**ABOUT THIS EXERCISE:** Throughout the listing below, copy each line containing "road".
--- RECORD SET Enclosed Below ---
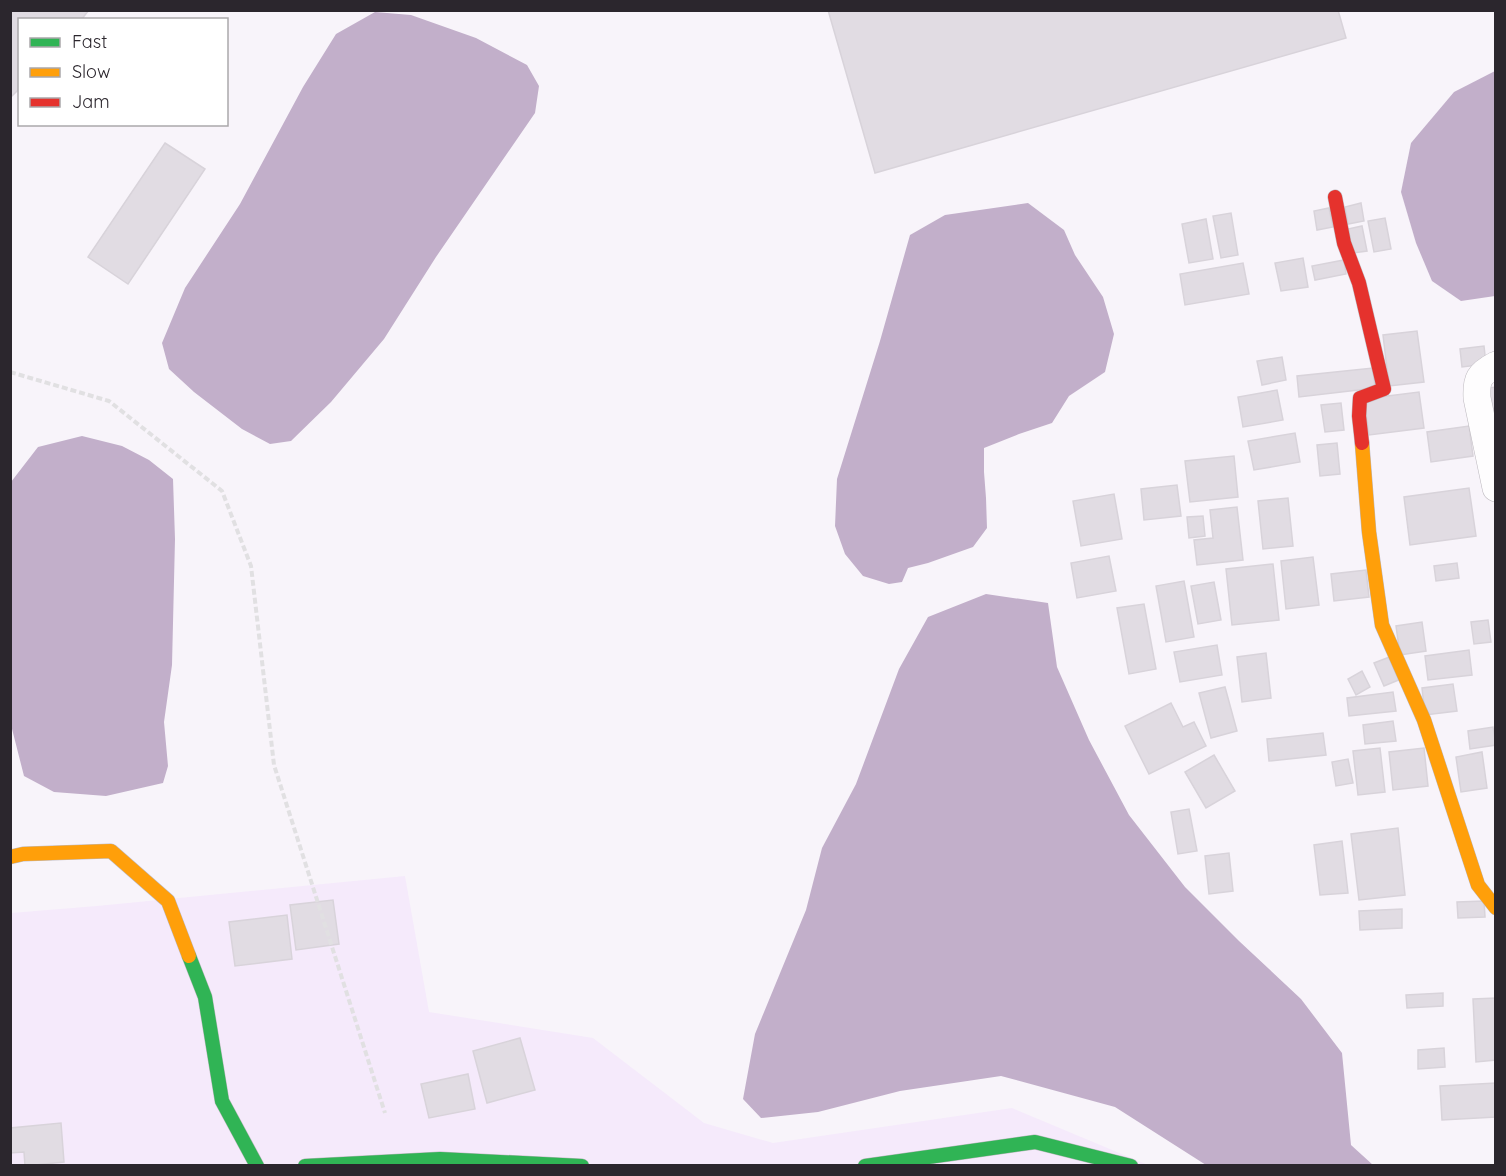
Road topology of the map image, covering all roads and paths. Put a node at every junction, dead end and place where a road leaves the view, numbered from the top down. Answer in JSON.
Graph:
{"nodes":[{"id":1,"x":1335,"y":197,"type":"dead end"},
{"id":2,"x":1496,"y":365,"type":"edge"},
{"id":3,"x":10,"y":372,"type":"edge"},
{"id":4,"x":1496,"y":488,"type":"edge"},
{"id":5,"x":10,"y":857,"type":"edge"},
{"id":6,"x":1496,"y":908,"type":"edge"},
{"id":7,"x":385,"y":1113,"type":"dead end"},
{"id":8,"x":257,"y":1166,"type":"edge"},
{"id":9,"x":304,"y":1166,"type":"edge"},
{"id":10,"x":582,"y":1166,"type":"edge"},
{"id":11,"x":865,"y":1166,"type":"edge"},
{"id":12,"x":1131,"y":1166,"type":"edge"}],
"edges":[{"from":1,"to":6,"type":"street"},
{"from":2,"to":4,"type":"street"},
{"from":3,"to":7,"type":"path"},
{"from":5,"to":8,"type":"street"},
{"from":9,"to":10,"type":"street"},
{"from":11,"to":12,"type":"street"}]}
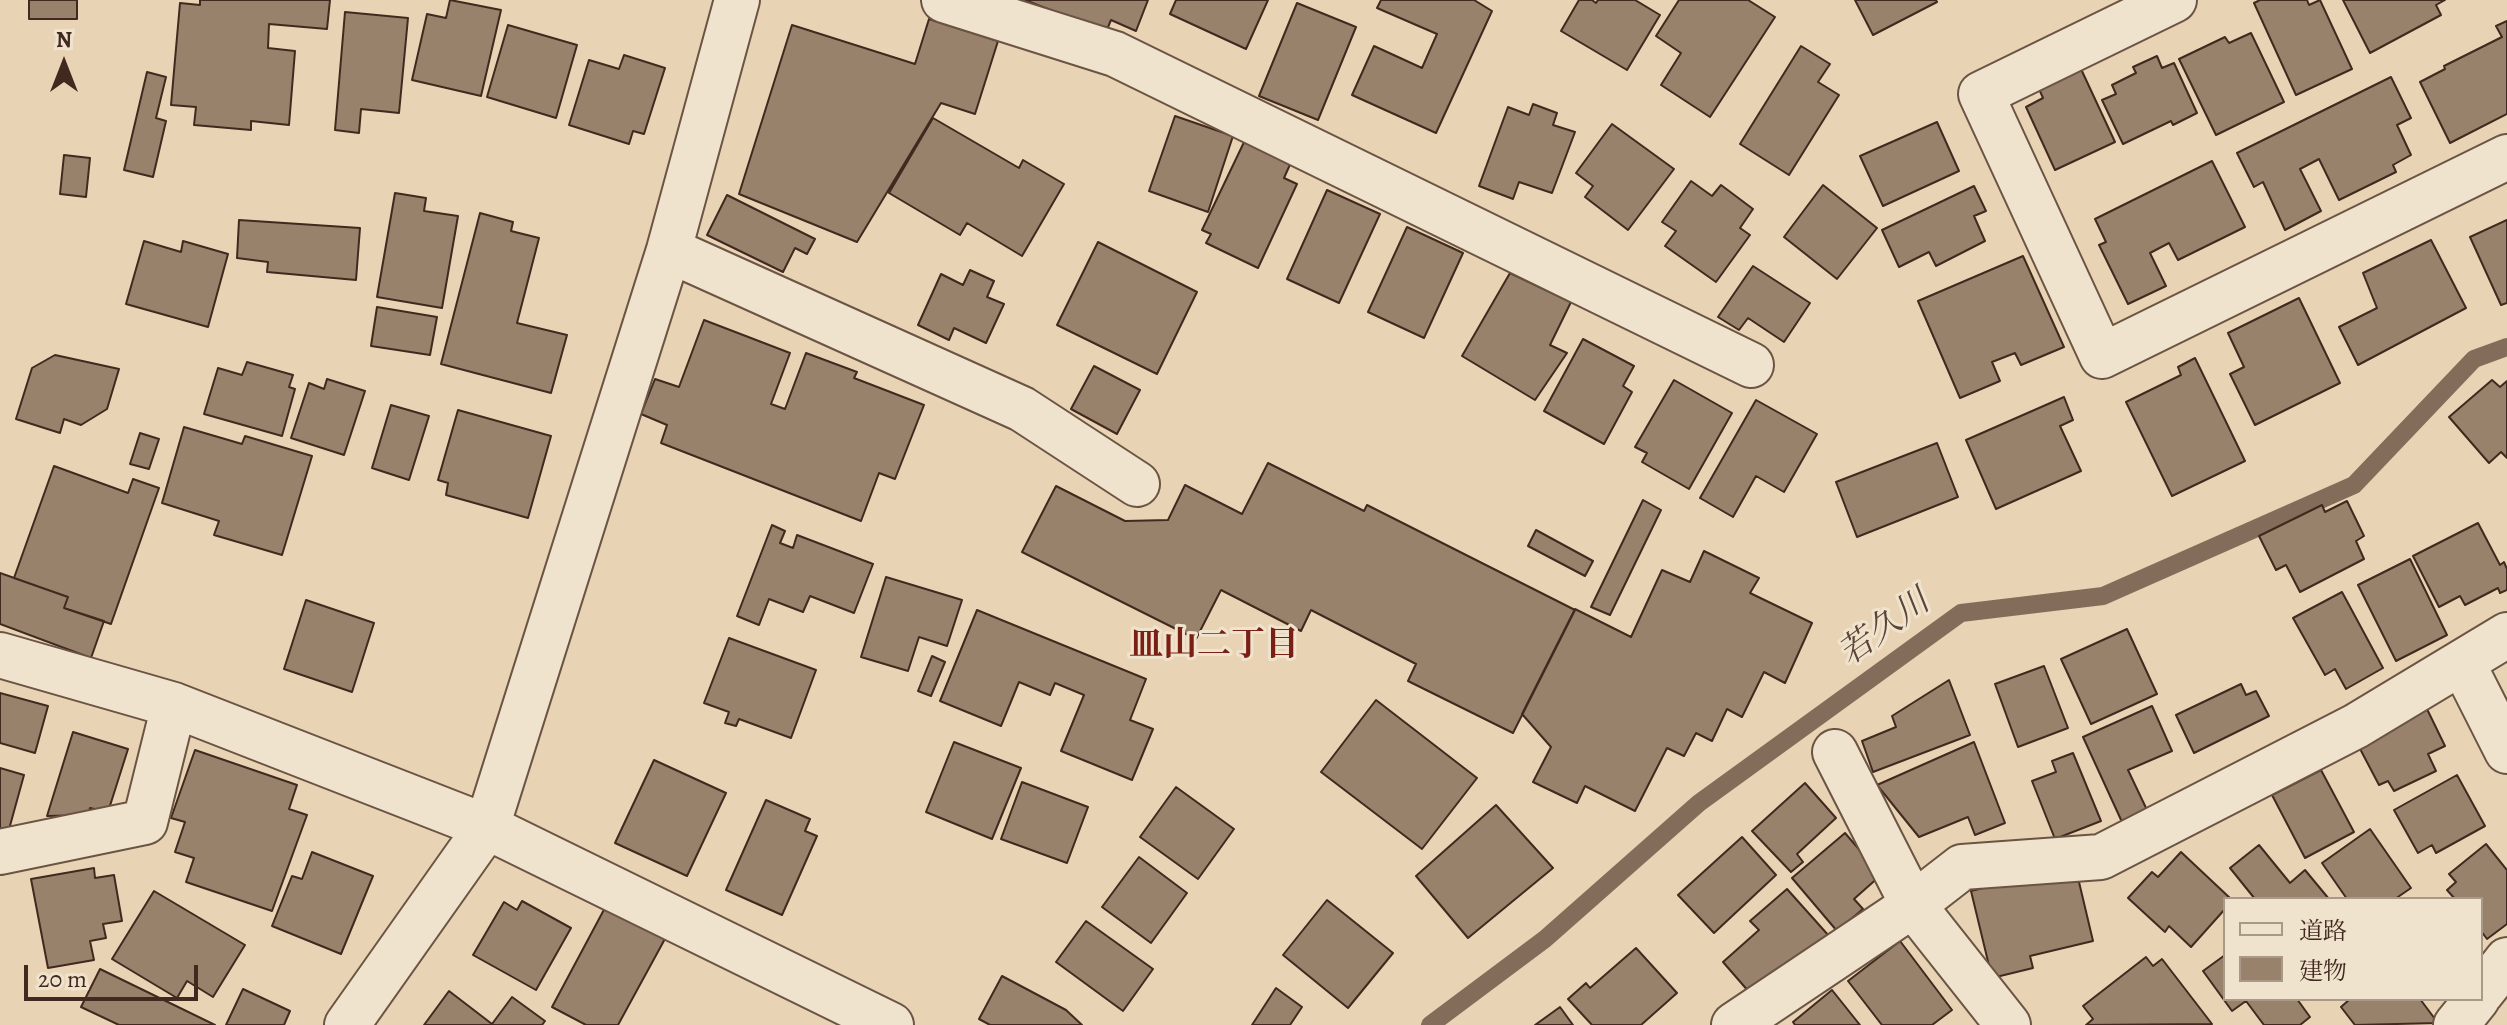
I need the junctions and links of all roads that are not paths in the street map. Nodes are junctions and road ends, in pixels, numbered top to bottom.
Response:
1 (737, 0) edge
2 (944, 0) edge
3 (2174, 0) edge
4 (2507, 157) edge
5 (669, 250) junction
6 (1751, 365) dead end
7 (1137, 484) dead end
8 (2507, 635) edge
9 (0, 655) edge
10 (2463, 664) junction
11 (174, 705) junction
12 (2507, 751) edge
13 (1835, 752) dead end
14 (487, 827) junction
15 (0, 852) edge
16 (1913, 905) junction
17 (2507, 960) edge
18 (2483, 990) edge
19 (2475, 1001) edge
20 (347, 1025) edge
21 (891, 1025) edge
22 (1734, 1025) edge
23 (2008, 1025) edge
24 (2456, 1025) edge

1 - 5 street
2 - 6 street
3 - 4 street
5 - 7 street
5 - 14 street
8 - 10 street
9 - 11 street
10 - 12 street
10 - 16 street
11 - 14 street
11 - 15 street
13 - 16 street
14 - 20 street
14 - 21 street
16 - 22 street
16 - 23 street
17 - 18 street
19 - 24 street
--- End of Enclosed RECORD SET ---
**SOLUTION BELOW:**
Road topology of the map image, covering all roads and paths. Put a node at every junction, dead end and place where a road leaves the view, numbered from the top down. Answer in JSON.
I need the junctions and links of all roads that are not paths in the street map. Nodes are junctions and road ends, in pixels, numbered top to bottom.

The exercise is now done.